[Task statement]: Print the entries underneath word for word, omitting whatever pictures they contain.

[Extracted data entries]
=== Section Start ===

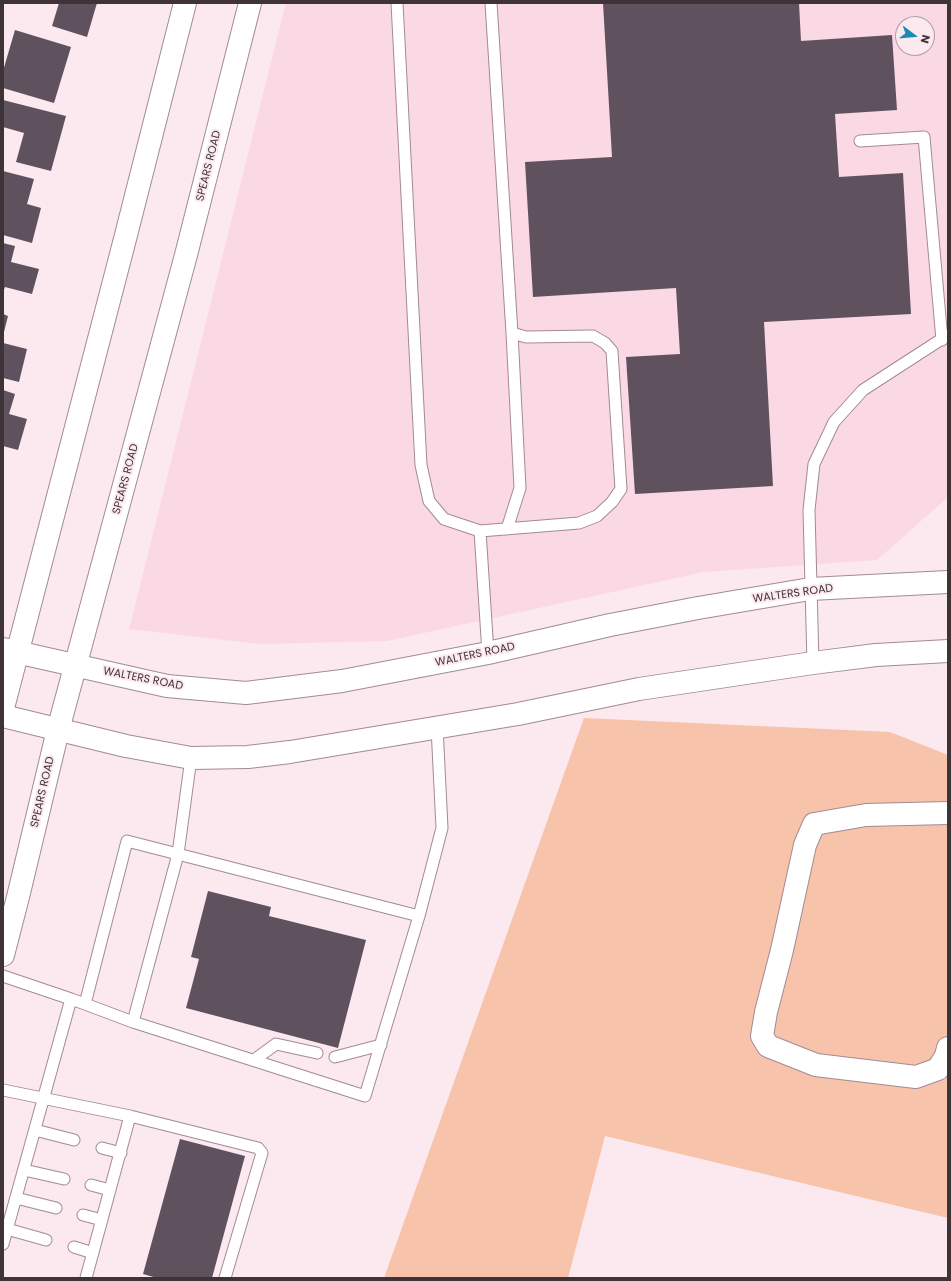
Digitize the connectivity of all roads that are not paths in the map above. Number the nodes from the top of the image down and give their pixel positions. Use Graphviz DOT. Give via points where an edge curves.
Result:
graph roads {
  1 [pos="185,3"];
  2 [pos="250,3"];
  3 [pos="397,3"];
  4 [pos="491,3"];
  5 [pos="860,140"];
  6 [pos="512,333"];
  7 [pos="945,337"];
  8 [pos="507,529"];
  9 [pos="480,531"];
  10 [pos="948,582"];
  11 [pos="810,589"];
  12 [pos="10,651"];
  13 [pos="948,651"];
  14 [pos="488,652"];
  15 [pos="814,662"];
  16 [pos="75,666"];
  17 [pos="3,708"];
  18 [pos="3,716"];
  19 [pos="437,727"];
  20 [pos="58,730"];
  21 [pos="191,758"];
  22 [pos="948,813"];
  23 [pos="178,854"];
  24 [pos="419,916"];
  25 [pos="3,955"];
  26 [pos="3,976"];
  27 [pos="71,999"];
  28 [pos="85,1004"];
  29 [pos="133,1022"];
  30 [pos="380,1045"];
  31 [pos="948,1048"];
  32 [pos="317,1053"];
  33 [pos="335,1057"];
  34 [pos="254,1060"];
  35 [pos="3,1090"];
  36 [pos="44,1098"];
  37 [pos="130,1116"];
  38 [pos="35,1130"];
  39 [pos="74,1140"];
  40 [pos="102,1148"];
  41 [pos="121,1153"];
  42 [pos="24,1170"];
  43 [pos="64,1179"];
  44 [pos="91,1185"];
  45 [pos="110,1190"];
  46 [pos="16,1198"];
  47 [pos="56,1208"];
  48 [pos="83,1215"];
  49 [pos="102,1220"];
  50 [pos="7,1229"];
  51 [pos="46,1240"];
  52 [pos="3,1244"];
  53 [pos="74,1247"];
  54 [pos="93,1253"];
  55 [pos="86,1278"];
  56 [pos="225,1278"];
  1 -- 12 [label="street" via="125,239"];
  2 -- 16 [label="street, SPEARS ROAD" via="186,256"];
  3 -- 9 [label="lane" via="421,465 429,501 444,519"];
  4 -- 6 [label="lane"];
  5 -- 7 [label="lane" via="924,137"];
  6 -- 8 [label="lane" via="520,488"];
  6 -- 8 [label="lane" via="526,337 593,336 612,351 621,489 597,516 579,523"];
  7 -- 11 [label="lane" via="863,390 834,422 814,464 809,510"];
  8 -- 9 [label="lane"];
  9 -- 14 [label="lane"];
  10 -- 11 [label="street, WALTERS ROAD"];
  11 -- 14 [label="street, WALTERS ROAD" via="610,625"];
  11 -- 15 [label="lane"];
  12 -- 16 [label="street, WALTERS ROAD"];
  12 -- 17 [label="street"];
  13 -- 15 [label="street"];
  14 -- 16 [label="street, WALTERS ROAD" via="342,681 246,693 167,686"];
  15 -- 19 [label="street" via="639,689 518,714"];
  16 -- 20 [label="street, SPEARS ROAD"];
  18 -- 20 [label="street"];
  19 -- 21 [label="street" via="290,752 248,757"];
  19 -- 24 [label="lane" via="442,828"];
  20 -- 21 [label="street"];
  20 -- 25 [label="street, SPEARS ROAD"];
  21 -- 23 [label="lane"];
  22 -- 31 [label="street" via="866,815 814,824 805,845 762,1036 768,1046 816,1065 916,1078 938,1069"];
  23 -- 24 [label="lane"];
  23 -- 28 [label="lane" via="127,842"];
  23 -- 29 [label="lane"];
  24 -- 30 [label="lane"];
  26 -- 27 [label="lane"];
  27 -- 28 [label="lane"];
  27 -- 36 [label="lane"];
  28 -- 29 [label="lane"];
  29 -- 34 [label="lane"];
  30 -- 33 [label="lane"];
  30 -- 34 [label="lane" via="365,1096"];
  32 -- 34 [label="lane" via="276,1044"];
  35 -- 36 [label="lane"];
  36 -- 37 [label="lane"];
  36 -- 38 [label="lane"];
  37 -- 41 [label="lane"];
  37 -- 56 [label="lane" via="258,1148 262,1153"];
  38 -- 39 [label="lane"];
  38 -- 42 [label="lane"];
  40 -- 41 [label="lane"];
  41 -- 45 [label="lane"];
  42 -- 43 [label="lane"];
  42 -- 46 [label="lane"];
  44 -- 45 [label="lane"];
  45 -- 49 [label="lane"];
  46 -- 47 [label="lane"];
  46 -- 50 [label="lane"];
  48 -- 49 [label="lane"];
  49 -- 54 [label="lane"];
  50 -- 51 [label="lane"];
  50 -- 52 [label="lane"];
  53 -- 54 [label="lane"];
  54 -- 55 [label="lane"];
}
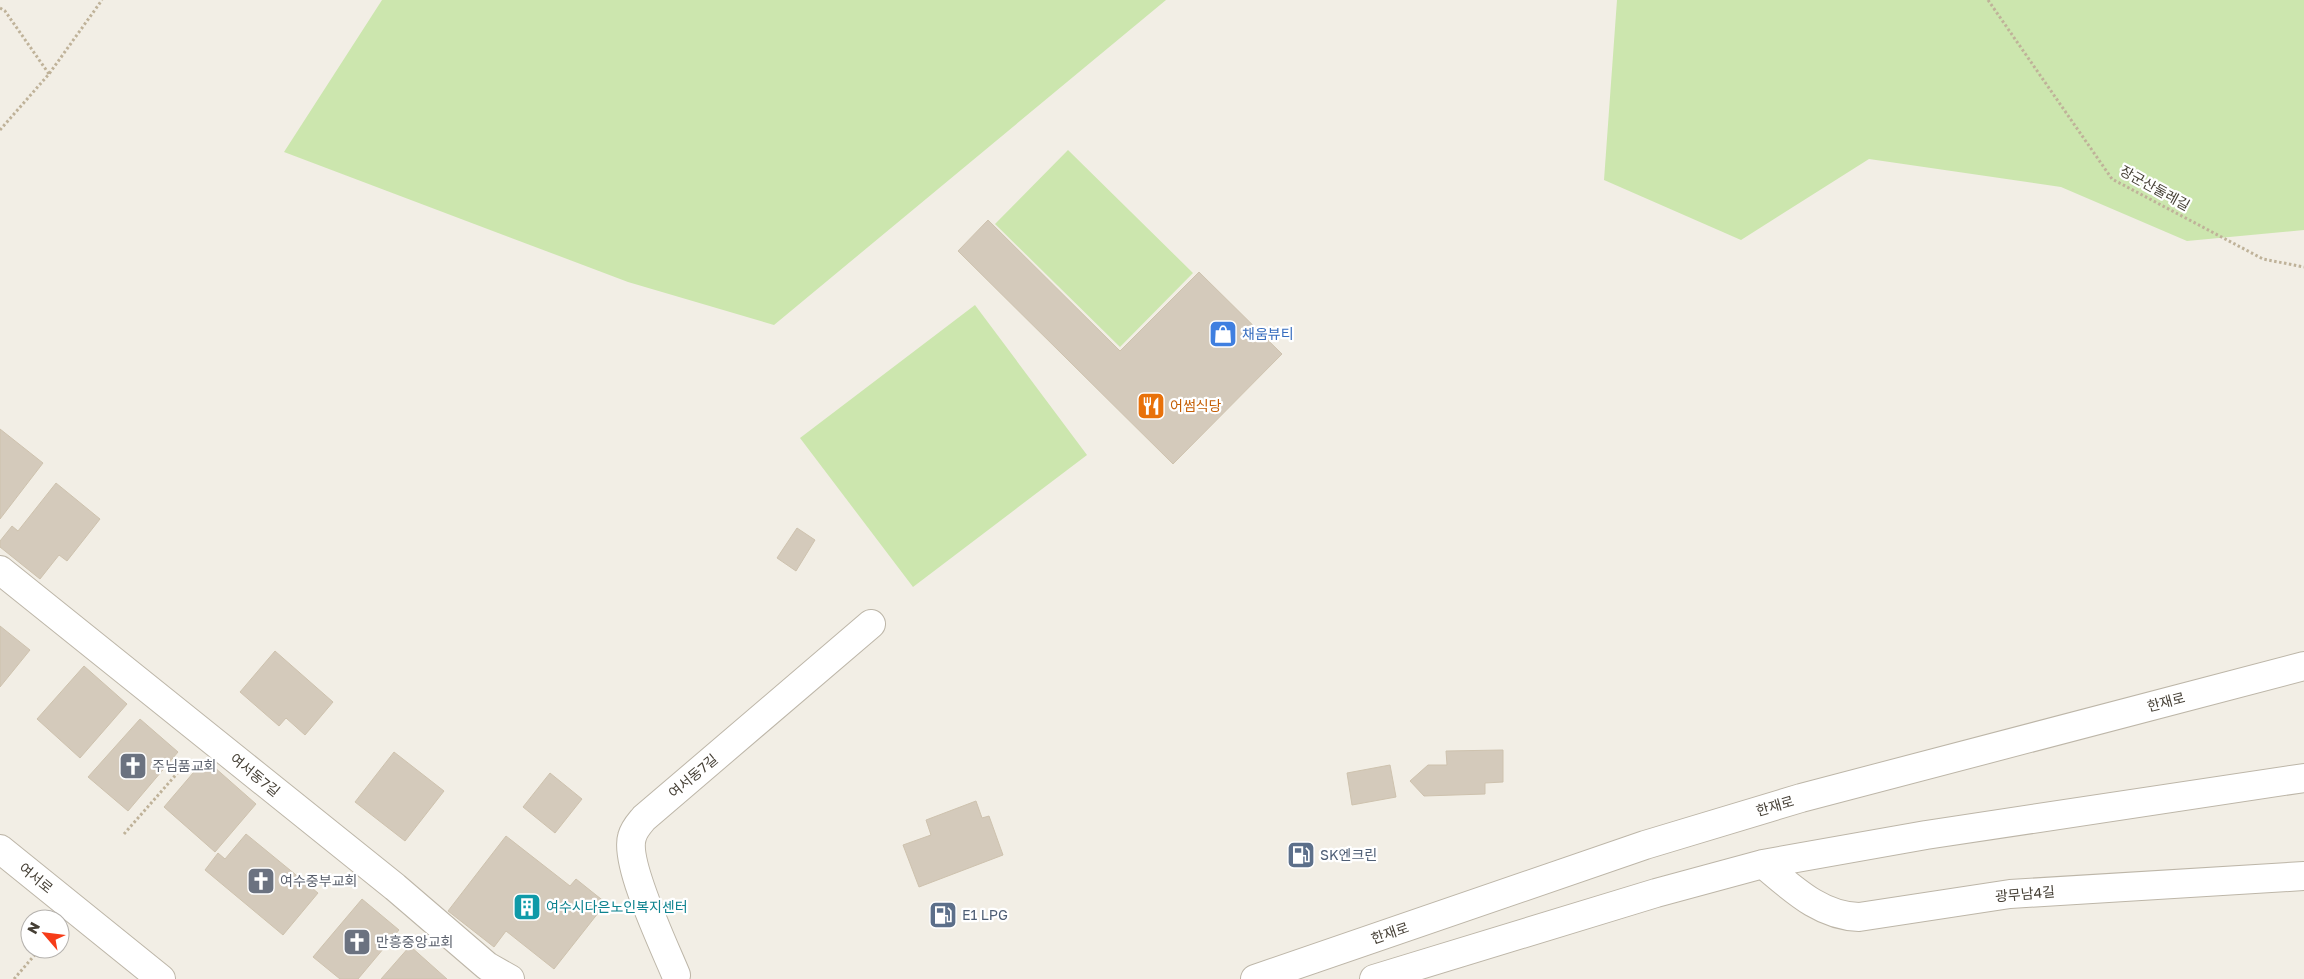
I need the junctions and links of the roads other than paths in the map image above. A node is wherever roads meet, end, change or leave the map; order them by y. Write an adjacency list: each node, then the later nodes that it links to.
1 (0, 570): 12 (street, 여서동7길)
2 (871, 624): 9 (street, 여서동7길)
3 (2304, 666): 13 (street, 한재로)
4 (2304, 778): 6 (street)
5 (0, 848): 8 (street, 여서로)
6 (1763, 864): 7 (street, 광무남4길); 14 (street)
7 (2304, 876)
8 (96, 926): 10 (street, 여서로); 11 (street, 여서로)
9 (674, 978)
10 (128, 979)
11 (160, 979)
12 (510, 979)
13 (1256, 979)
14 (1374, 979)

=== Section End ===

[Task answer]:
Digitize the connectivity of all roads that are not paths in the map above. Number the nodes from the top of the image down and give their pixel positions. Use Graphviz DOT. Give via points where an edge curves.
Result:
graph roads {
  1 [pos="185,3"];
  2 [pos="250,3"];
  3 [pos="397,3"];
  4 [pos="491,3"];
  5 [pos="860,140"];
  6 [pos="512,333"];
  7 [pos="945,337"];
  8 [pos="507,529"];
  9 [pos="480,531"];
  10 [pos="948,582"];
  11 [pos="810,589"];
  12 [pos="10,651"];
  13 [pos="948,651"];
  14 [pos="488,652"];
  15 [pos="814,662"];
  16 [pos="75,666"];
  17 [pos="3,708"];
  18 [pos="3,716"];
  19 [pos="437,727"];
  20 [pos="58,730"];
  21 [pos="191,758"];
  22 [pos="948,813"];
  23 [pos="178,854"];
  24 [pos="419,916"];
  25 [pos="3,955"];
  26 [pos="3,976"];
  27 [pos="71,999"];
  28 [pos="85,1004"];
  29 [pos="133,1022"];
  30 [pos="380,1045"];
  31 [pos="948,1048"];
  32 [pos="317,1053"];
  33 [pos="335,1057"];
  34 [pos="254,1060"];
  35 [pos="3,1090"];
  36 [pos="44,1098"];
  37 [pos="130,1116"];
  38 [pos="35,1130"];
  39 [pos="74,1140"];
  40 [pos="102,1148"];
  41 [pos="121,1153"];
  42 [pos="24,1170"];
  43 [pos="64,1179"];
  44 [pos="91,1185"];
  45 [pos="110,1190"];
  46 [pos="16,1198"];
  47 [pos="56,1208"];
  48 [pos="83,1215"];
  49 [pos="102,1220"];
  50 [pos="7,1229"];
  51 [pos="46,1240"];
  52 [pos="3,1244"];
  53 [pos="74,1247"];
  54 [pos="93,1253"];
  55 [pos="86,1278"];
  56 [pos="225,1278"];
  1 -- 12 [label="street" via="125,239"];
  2 -- 16 [label="street, SPEARS ROAD" via="186,256"];
  3 -- 9 [label="lane" via="421,465 429,501 444,519"];
  4 -- 6 [label="lane"];
  5 -- 7 [label="lane" via="924,137"];
  6 -- 8 [label="lane" via="520,488"];
  6 -- 8 [label="lane" via="526,337 593,336 612,351 621,489 597,516 579,523"];
  7 -- 11 [label="lane" via="863,390 834,422 814,464 809,510"];
  8 -- 9 [label="lane"];
  9 -- 14 [label="lane"];
  10 -- 11 [label="street, WALTERS ROAD"];
  11 -- 14 [label="street, WALTERS ROAD" via="610,625"];
  11 -- 15 [label="lane"];
  12 -- 16 [label="street, WALTERS ROAD"];
  12 -- 17 [label="street"];
  13 -- 15 [label="street"];
  14 -- 16 [label="street, WALTERS ROAD" via="342,681 246,693 167,686"];
  15 -- 19 [label="street" via="639,689 518,714"];
  16 -- 20 [label="street, SPEARS ROAD"];
  18 -- 20 [label="street"];
  19 -- 21 [label="street" via="290,752 248,757"];
  19 -- 24 [label="lane" via="442,828"];
  20 -- 21 [label="street"];
  20 -- 25 [label="street, SPEARS ROAD"];
  21 -- 23 [label="lane"];
  22 -- 31 [label="street" via="866,815 814,824 805,845 762,1036 768,1046 816,1065 916,1078 938,1069"];
  23 -- 24 [label="lane"];
  23 -- 28 [label="lane" via="127,842"];
  23 -- 29 [label="lane"];
  24 -- 30 [label="lane"];
  26 -- 27 [label="lane"];
  27 -- 28 [label="lane"];
  27 -- 36 [label="lane"];
  28 -- 29 [label="lane"];
  29 -- 34 [label="lane"];
  30 -- 33 [label="lane"];
  30 -- 34 [label="lane" via="365,1096"];
  32 -- 34 [label="lane" via="276,1044"];
  35 -- 36 [label="lane"];
  36 -- 37 [label="lane"];
  36 -- 38 [label="lane"];
  37 -- 41 [label="lane"];
  37 -- 56 [label="lane" via="258,1148 262,1153"];
  38 -- 39 [label="lane"];
  38 -- 42 [label="lane"];
  40 -- 41 [label="lane"];
  41 -- 45 [label="lane"];
  42 -- 43 [label="lane"];
  42 -- 46 [label="lane"];
  44 -- 45 [label="lane"];
  45 -- 49 [label="lane"];
  46 -- 47 [label="lane"];
  46 -- 50 [label="lane"];
  48 -- 49 [label="lane"];
  49 -- 54 [label="lane"];
  50 -- 51 [label="lane"];
  50 -- 52 [label="lane"];
  53 -- 54 [label="lane"];
  54 -- 55 [label="lane"];
}
I need the junctions and links of the roads other than paths in the map image above. A node is wherever roads meet, end, change or leave the map; order them by y. Write an adjacency list: each node, then the later nodes that it links to.
1 (0, 570): 12 (street, 여서동7길)
2 (871, 624): 9 (street, 여서동7길)
3 (2304, 666): 13 (street, 한재로)
4 (2304, 778): 6 (street)
5 (0, 848): 8 (street, 여서로)
6 (1763, 864): 7 (street, 광무남4길); 14 (street)
7 (2304, 876)
8 (96, 926): 10 (street, 여서로); 11 (street, 여서로)
9 (674, 978)
10 (128, 979)
11 (160, 979)
12 (510, 979)
13 (1256, 979)
14 (1374, 979)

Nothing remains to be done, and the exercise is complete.